Ben Falealili’s “Put Your Guns Down”.
Ben Falealili is a 22 year-old spoken word artist. He was born in Oakland, California, but raised in west Long Beach. He graduated from Long Beach Polytechnic High School in 2007. Ben then went to San Diego State University, where he graduated with a degree in anthropology. He currently works for the YMCA Youth Institute where he helps students with their homework and in the college application process.
Growing up, Ben lived in an apartment with his brothers, sisters, and parents, until he was in the first grade. Later, he and his family moved in with his aging grandparents to help them out. The house was remodeled to fit five adults and seven children.
“It was very crowded but it was fun having a lot of people at home [and] growing up with a big family.” His father really helped to keep their lives interesting. “My dad would always play with us or put us into [organized] sports. He would let me explore my imagination.” Ben feels that his childhood, one where creativity and exploration was encouraged, informs the work he does now.
There was an extensive amount of gang violence where Ben grew up. A lot of his uncles and some of his cousins were in gangs. “They inspired me to not go down the same path.” He wrote a spoken word piece called “Put Your Guns Down” about the destructive violence affecting his Polynesian family, community members, and culture. Although a lot of Ben’s gang-involved family members were often around, his father instilled in him and his siblings that that was not the life to pursue. He kept them busy in activities to keep them focused on a successful path. “He was very supportive,” says Ben.
Although Ben followed a productive path because of his father’s influence, a lot of friends and family did not. A child in the same situation but without any words of encouragement, and without inspiration like the kind Ben’s father bestowed, might find comfort and approval in the gang life. Now instead of being a lawyer, doctor, scientist, or anyone else that helps the community, the child might become another statistic in prison because he got wrapped up in what he saw in his everyday life. Situations like this happen all the time, and who are we to blame a child for embracing their environment? Maybe if all families could envision their children going to college and creating a better tomorrow, we could actually look forward to the future. A child could understand how important his life is in contributing to brighter day. Instead we have youth that go around without a purpose, without goals, without encouragement, and without positive role models.
Spoken word is an artistic expression where storytelling and poetry come together. Ben draws much from his Samoan roots in his work. In Samoan culture, there is not much written communication and most things are passed down orally. Due to this, Ben feels a strong connection with spoken word. In fact, Ben’s grandfather was the talking chief of his village. “I feel like I’m passing down a tradition,” he says.

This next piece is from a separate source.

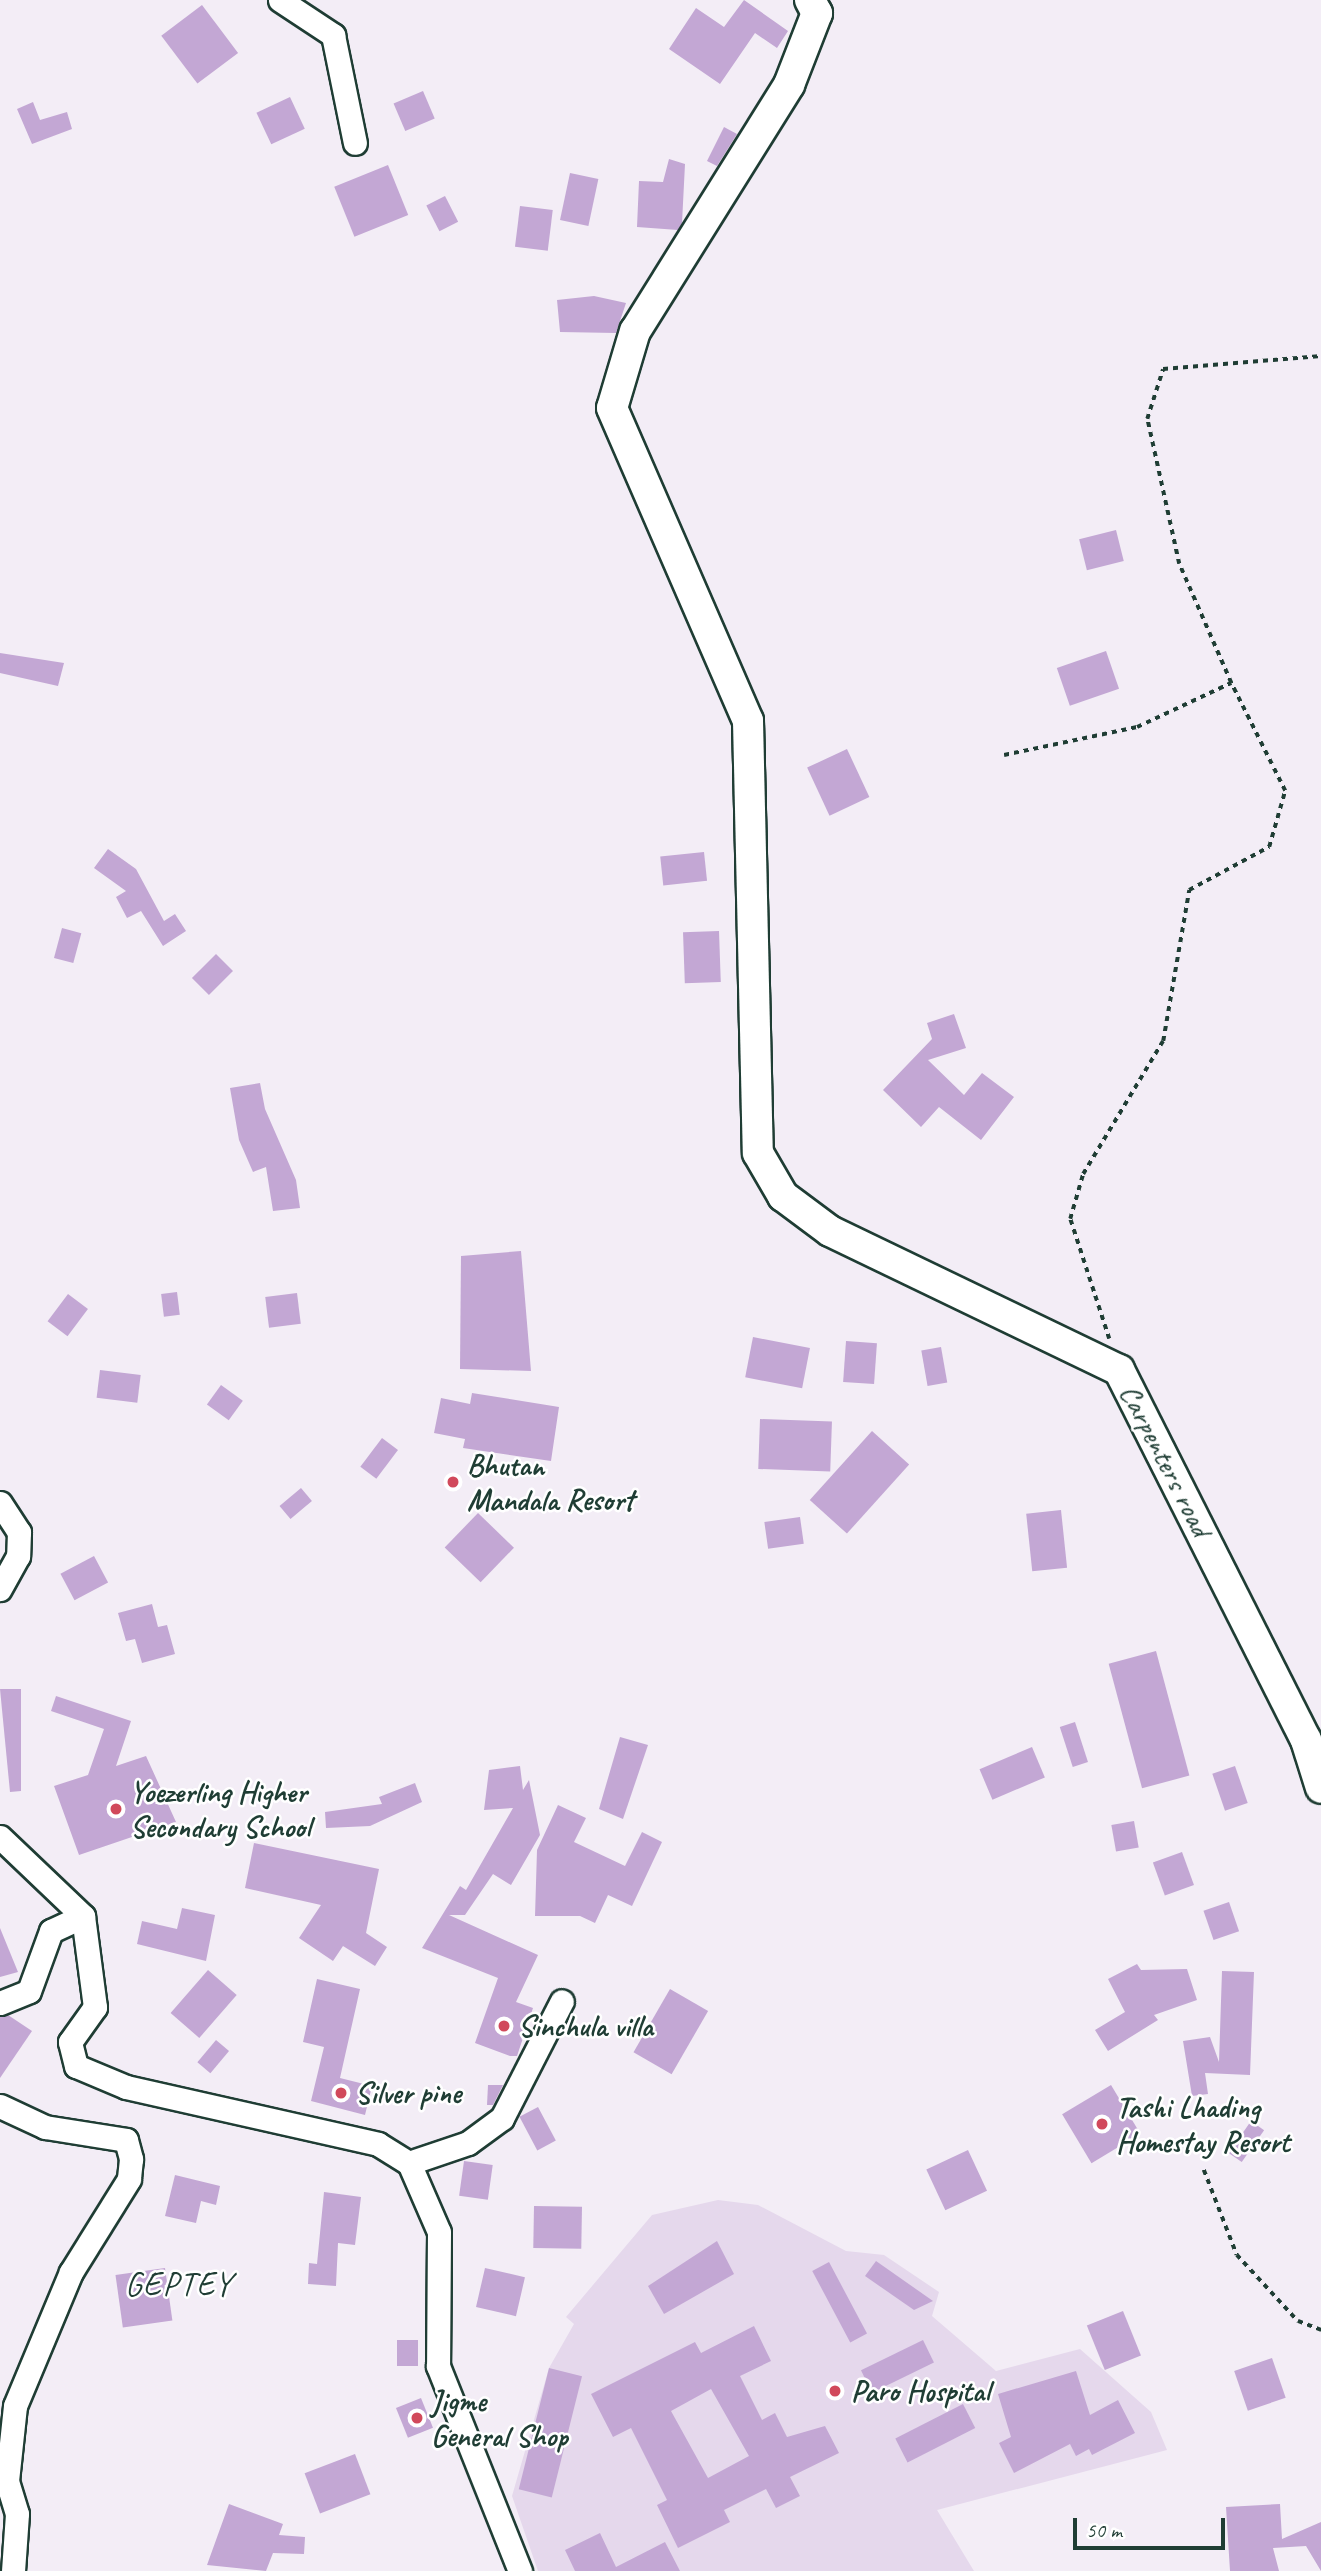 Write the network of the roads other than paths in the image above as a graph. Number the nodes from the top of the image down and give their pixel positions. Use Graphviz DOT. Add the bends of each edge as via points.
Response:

Ben first started listening to spoken word in his junior year of high school. “This Type Love” by Shihan was the first piece he heard, shown to him on YouTube by a friend. It wasn’t until his freshman year in college that he first performed his own work. “It was new for me, I was curious and I wanted to learn more [about it].”
For Ben, spoken word is more of a serious hobby than a career. Although he doesn’t expect everyone to connect to his work, he has built his own share of admirers. “I get messages on YouTube and Facebook from random people telling me that they enjoy my work. It’s inspired them to write to me, [and] I think that’s really good.”
Ben never really felt that spoken word was his purpose, but it does have an impact. “I just hope people can tap into their creative minds and really just let their voice be heard. I feel that we all have important things to say, important stories to tell, but people are just afraid to do it. I think spoken word is a form of therapy, an outlet for people to get things off their chest no matter what the topic may be.”
He shares with me that his ultimate goal is to help others. “As long as I positively impact one person’s life and can say, ‘Wow I had something to do with that. . .’ It’s not for my own ego but because I had important people in my life that helped me in tremendous ways. For me to do what those people had done [for me], that would be a great feeling.”